-- Available data follows --

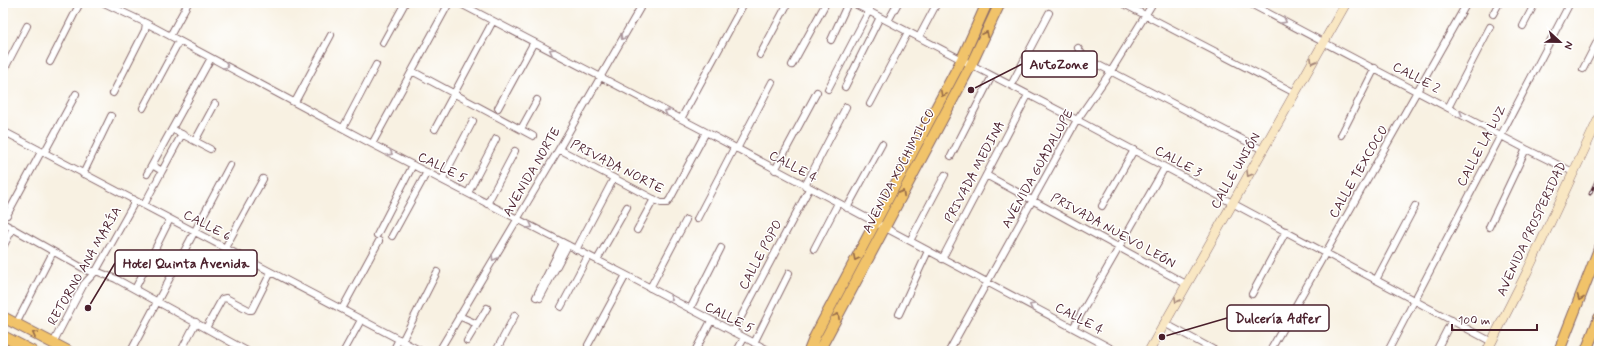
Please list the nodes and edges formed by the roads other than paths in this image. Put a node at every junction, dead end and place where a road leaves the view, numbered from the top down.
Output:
1 (80, 3) edge
2 (104, 3) edge
3 (188, 3) edge
4 (405, 3) edge
5 (449, 3) edge
6 (459, 3) edge
7 (643, 3) edge
8 (744, 3) edge
9 (788, 3) edge
10 (826, 3) edge
11 (848, 3) edge
12 (853, 3) edge
13 (873, 3) edge
14 (898, 3) edge
15 (937, 3) edge
16 (987, 3) edge
17 (1000, 3) edge
18 (1122, 3) edge
19 (1153, 3) edge
20 (1249, 3) edge
21 (1346, 3) edge
22 (1467, 3) edge
23 (1499, 3) edge
24 (1535, 3) edge
25 (1570, 3) edge
26 (869, 11) junction
27 (1049, 13) dead end
28 (1493, 14) dead end
29 (1146, 15) junction
30 (880, 17) junction
31 (492, 21) junction
32 (888, 21) junction
33 (146, 23) junction
34 (27, 26) dead end
35 (1490, 26) dead end
36 (1523, 26) dead end
37 (908, 32) junction
38 (331, 35) dead end
39 (170, 36) junction
40 (919, 37) junction
41 (1599, 38) edge
42 (831, 40) dead end
43 (179, 41) junction
44 (534, 42) junction
45 (1324, 42) junction
46 (383, 43) dead end
47 (1078, 48) dead end
48 (760, 55) dead end
49 (211, 58) junction
50 (962, 59) junction
51 (50, 62) dead end
52 (376, 65) dead end
53 (792, 65) dead end
54 (971, 65) junction
55 (1375, 68) junction
56 (1583, 69) dead end
57 (412, 71) junction
58 (1111, 71) junction
59 (3, 72) edge
60 (992, 76) junction
61 (599, 77) junction
62 (772, 82) dead end
63 (1011, 85) junction
64 (845, 87) dead end
65 (828, 90) dead end
66 (1418, 91) junction
67 (817, 92) dead end
68 (113, 93) dead end
69 (454, 93) junction
70 (76, 94) dead end
71 (1028, 94) junction
72 (1295, 94) junction
73 (537, 100) dead end
74 (295, 102) junction
75 (215, 104) dead end
76 (870, 104) dead end
77 (846, 107) dead end
78 (143, 108) dead end
79 (498, 108) dead end
80 (1448, 108) junction
81 (112, 116) dead end
82 (1599, 118) edge
83 (681, 119) junction
84 (1077, 120) junction
85 (473, 121) dead end
86 (343, 128) junction
87 (172, 129) junction
88 (435, 129) dead end
89 (521, 129) junction
90 (3, 131) edge
91 (706, 132) junction
92 (182, 134) junction
93 (1341, 135) dead end
94 (533, 136) dead end
95 (1500, 136) junction
96 (496, 139) dead end
97 (195, 141) junction
98 (372, 144) junction
99 (882, 144) dead end
100 (210, 149) dead end
101 (559, 149) junction
102 (736, 149) junction
103 (1526, 149) junction
104 (1134, 150) junction
105 (1263, 150) junction
106 (515, 151) dead end
107 (43, 153) junction
108 (951, 156) dead end
109 (152, 165) junction
110 (230, 165) dead end
111 (413, 165) junction
112 (1164, 167) junction
113 (775, 170) junction
114 (162, 171) junction
115 (427, 172) junction
116 (1573, 172) junction
117 (83, 174) junction
118 (147, 174) dead end
119 (986, 175) junction
120 (945, 176) dead end
121 (614, 178) junction
122 (263, 179) dead end
123 (442, 180) junction
124 (807, 188) junction
125 (468, 193) junction
126 (133, 199) junction
127 (654, 199) junction
128 (1033, 200) junction
129 (838, 203) junction
130 (487, 204) junction
131 (1232, 204) junction
132 (144, 205) junction
133 (627, 206) dead end
134 (1102, 206) dead end
135 (1415, 206) dead end
136 (848, 208) junction
137 (7, 215) dead end
138 (170, 219) junction
139 (517, 219) junction
140 (697, 219) dead end
141 (686, 220) dead end
142 (3, 223) edge
143 (879, 225) junction
144 (1489, 227) dead end
145 (13, 228) junction
146 (637, 230) dead end
147 (1286, 231) junction
148 (194, 232) junction
149 (392, 236) dead end
150 (910, 241) junction
151 (565, 244) junction
152 (3, 247) edge
153 (1118, 247) junction
154 (225, 248) junction
155 (720, 248) dead end
156 (814, 249) dead end
157 (1599, 249) edge
158 (576, 250) junction
159 (928, 251) junction
160 (52, 252) junction
161 (1326, 252) junction
162 (588, 256) junction
163 (942, 259) junction
164 (597, 260) junction
165 (96, 271) junction
166 (271, 272) junction
167 (437, 272) dead end
168 (789, 273) dead end
169 (626, 275) junction
170 (1376, 280) junction
171 (987, 282) junction
172 (1186, 284) junction
173 (650, 288) junction
174 (135, 289) junction
175 (1252, 294) dead end
176 (538, 298) dead end
177 (1414, 300) junction
178 (157, 301) junction
179 (561, 307) dead end
180 (487, 308) dead end
181 (342, 309) junction
182 (690, 309) junction
183 (900, 314) dead end
184 (515, 315) dead end
185 (459, 316) junction
186 (3, 317) edge
187 (1599, 318) edge
188 (361, 320) junction
189 (1452, 320) junction
190 (711, 321) junction
191 (196, 322) junction
192 (16, 324) junction
193 (477, 324) junction
194 (1164, 324) junction
195 (206, 328) junction
196 (1073, 328) junction
197 (733, 332) junction
198 (3, 336) edge
199 (744, 338) junction
200 (400, 340) junction
201 (467, 341) dead end
202 (1492, 342) junction
203 (53, 343) junction
204 (754, 343) junction
205 (588, 345) dead end
206 (32, 351) edge
207 (68, 351) edge
208 (132, 351) edge
209 (181, 351) edge
210 (247, 351) edge
211 (344, 351) edge
212 (393, 351) edge
213 (421, 351) edge
214 (439, 351) edge
215 (496, 351) edge
216 (695, 351) edge
217 (737, 351) edge
218 (770, 351) edge
219 (809, 351) edge
220 (819, 351) edge
221 (949, 351) edge
222 (1116, 351) edge
223 (1149, 351) edge
224 (1216, 351) edge
225 (1270, 351) edge
226 (1388, 351) edge
227 (1436, 351) edge
228 (1486, 351) edge
229 (1559, 351) edge
230 (1586, 351) edge

1 - 51 street
2 - 33 street, CALLE 5
3 - 39 street
4 - 46 street
5 - 57 street
6 - 31 street, CALLE 4
7 -> 61 street, AVENIDA NORTE
8 - 83 street
9 - 48 street
10 - 53 street
11 - 42 street
12 - 26 street, CALLE 3
13 - 26 street
14 - 32 street
15 - 40 street
16 - 50 main road, AVENIDA XOCHIMILCO
54 -> 17 main road, AVENIDA XOCHIMILCO
18 - 29 street
19 - 29 street, AVENIDA GUADALUPE
20 -> 45 street, CALLE 2
21 - 45 street, CALLE UNIÓN
22 - 66 street, CALLE TEXCOCO
23 - 28 street
24 - 36 street
25 - 95 street, CALLE LA LUZ
26 - 30 street, CALLE 3
26 - 65 street
27 - 63 street
29 - 58 street, AVENIDA GUADALUPE
29 - 72 street
30 - 32 street, CALLE 3
30 - 64 street
31 - 44 street, CALLE 4
31 - 69 street
32 - 37 street, CALLE 3
33 - 39 street, CALLE 5
33 - 68 street
34 - 59 street
35 - 80 street
37 - 40 street, CALLE 3
37 - 76 street
38 - 74 street
39 - 43 street, CALLE 5
40 - 50 street, CALLE 3
41 - 56 street
43 - 49 street, CALLE 5
43 - 78 street
61 -> 44 street, CALLE 4
44 - 79 street
45 - 55 street, CALLE 2
45 -> 72 street, CALLE UNIÓN
47 - 58 street
49 -> 74 street, CALLE 5
49 - 87 street
50 - 54 street, CALLE 3
50 -> 143 main road, AVENIDA XOCHIMILCO
52 - 86 street
54 - 60 street, CALLE 3
143 -> 54 main road, AVENIDA XOCHIMILCO
55 - 66 street, CALLE 2
55 - 93 street
57 - 69 street
57 - 98 street
58 - 84 street, AVENIDA GUADALUPE
58 - 105 street
60 - 63 street, CALLE 3
60 - 108 street
83 -> 61 street, CALLE 4
61 - 101 street, AVENIDA NORTE
62 - 102 street
63 - 71 street, CALLE 3
66 - 80 street, CALLE 2
66 - 161 street, CALLE TEXCOCO
67 - 113 street
69 - 88 street
69 - 89 street
70 - 107 street
71 - 84 street, CALLE 3
71 - 119 street, PRIVADA MEDINA
72 - 105 street, CALLE UNIÓN
73 - 89 street
74 - 86 street, CALLE 5
75 - 97 street
77 - 124 street, CALLE POPO
80 -> 95 street, CALLE 2
81 - 117 street
82 - 116 street, AVENIDA PROSPERIDAD
83 - 91 street, CALLE 4
84 - 104 street, CALLE 3
84 - 128 street, AVENIDA GUADALUPE
85 - 123 street
86 - 98 street, CALLE 5
87 - 92 street
87 - 109 street
89 - 94 street
90 - 107 street, CALLE 6
91 - 102 street, CALLE 4
91 - 127 street, PRIVADA NORTE
92 - 97 street
92 - 114 street
95 - 103 street, CALLE 2
95 - 177 street, CALLE LA LUZ
96 - 125 street
97 - 100 street
98 -> 111 street, CALLE 5
99 - 136 street
101 - 121 street, PRIVADA NORTE
101 - 139 street, AVENIDA NORTE
102 - 113 street, CALLE 4
102 - 140 street
103 - 116 street, CALLE 2
103 - 144 street
104 - 112 street, CALLE 3
104 - 134 street
105 -> 131 street, CALLE UNIÓN
106 - 130 street
107 - 117 street, CALLE 6
107 - 137 street
109 - 114 street
109 - 118 street
110 - 148 street
111 - 115 street, CALLE 5
111 - 181 street
112 - 131 street, CALLE 3
112 - 153 street
113 - 124 street, CALLE 4
114 - 132 street
115 - 123 street, CALLE 5
115 - 149 street
116 - 202 street, AVENIDA PROSPERIDAD
117 - 126 street, CALLE 6
119 - 128 street, PRIVADA NUEVO LEÓN
119 - 163 street, PRIVADA MEDINA
120 - 150 street
121 - 127 street, PRIVADA NORTE
121 - 158 street
122 - 154 street
123 - 125 street, CALLE 5
124 - 129 street, CALLE 4
124 - 197 street, CALLE POPO
125 - 130 street, CALLE 5
126 - 132 street, CALLE 6
126 - 165 street, RETORNO ANA MARÍA
127 - 146 street
128 - 153 street, PRIVADA NUEVO LEÓN
128 - 171 street, AVENIDA GUADALUPE
129 - 136 street, CALLE 4
129 - 156 street
130 - 139 street, CALLE 5
131 - 147 street, CALLE 3
131 - 172 street, CALLE UNIÓN
132 - 138 street, CALLE 6
133 - 164 street
135 - 170 street
136 - 143 street, CALLE 4
138 - 148 street, CALLE 6
138 - 174 street
139 -> 151 street, CALLE 5
139 -> 185 street, AVENIDA NORTE
141 - 173 street
142 - 145 street
143 - 150 street, CALLE 4
143 -> 219 main road, AVENIDA XOCHIMILCO
220 -> 143 main road, AVENIDA XOCHIMILCO
145 - 152 street
145 - 160 street
147 - 161 street, CALLE 3
147 - 175 street
148 - 154 street, CALLE 6
148 - 178 street
150 - 159 street, CALLE 4
151 - 158 street, CALLE 5
151 - 176 street
153 - 172 street, PRIVADA NUEVO LEÓN
153 - 196 street
154 - 166 street, CALLE 6
155 - 182 street
157 -> 229 main road
158 - 162 street, CALLE 5
159 - 163 street, CALLE 4
159 - 183 street
160 - 165 street
160 - 192 street
161 - 170 street, CALLE 3
161 - 225 street, CALLE TEXCOCO
162 - 164 street, CALLE 5
162 - 179 street
163 - 171 street, CALLE 4
164 - 169 street, CALLE 5
165 - 174 street
165 - 203 street, RETORNO ANA MARÍA
166 - 181 street, CALLE 6
166 - 195 street
167 - 200 street
168 - 204 street
169 - 173 street, CALLE 5
169 - 205 street
170 - 177 street, CALLE 3
196 -> 171 street, CALLE 4
171 - 221 street, AVENIDA GUADALUPE
172 -> 194 street, CALLE UNIÓN
173 -> 182 street, CALLE 5
174 - 178 street
177 - 189 street, CALLE 3
177 - 226 street, CALLE LA LUZ
178 - 191 street
178 - 208 street
180 - 193 street
181 - 188 street, CALLE 6
182 - 190 street, CALLE 5
184 - 215 street
185 - 193 street
185 - 214 street, AVENIDA NORTE
186 - 192 main road
187 - 230 main road
188 - 200 street, CALLE 6
188 - 211 street
189 - 202 street, CALLE 3
189 - 227 street
190 - 197 street, CALLE 5
190 - 216 street
191 - 195 street
191 - 209 street
203 -> 192 main road
193 - 201 street
194 - 223 street, CALLE UNIÓN
194 - 224 street
195 - 210 street
196 - 222 street, CALLE 4
197 - 199 street, CALLE 5
198 - 206 main road
199 - 204 street, CALLE 5
199 - 217 street
200 - 212 street
200 - 213 street, CALLE 6
202 - 228 street, AVENIDA PROSPERIDAD
203 - 207 main road
204 - 218 street, CALLE 5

-- Available data concluded --

If a line in the listing contains the string "RETORNO", copy it.

126 - 165 street, RETORNO ANA MARÍA
165 - 203 street, RETORNO ANA MARÍA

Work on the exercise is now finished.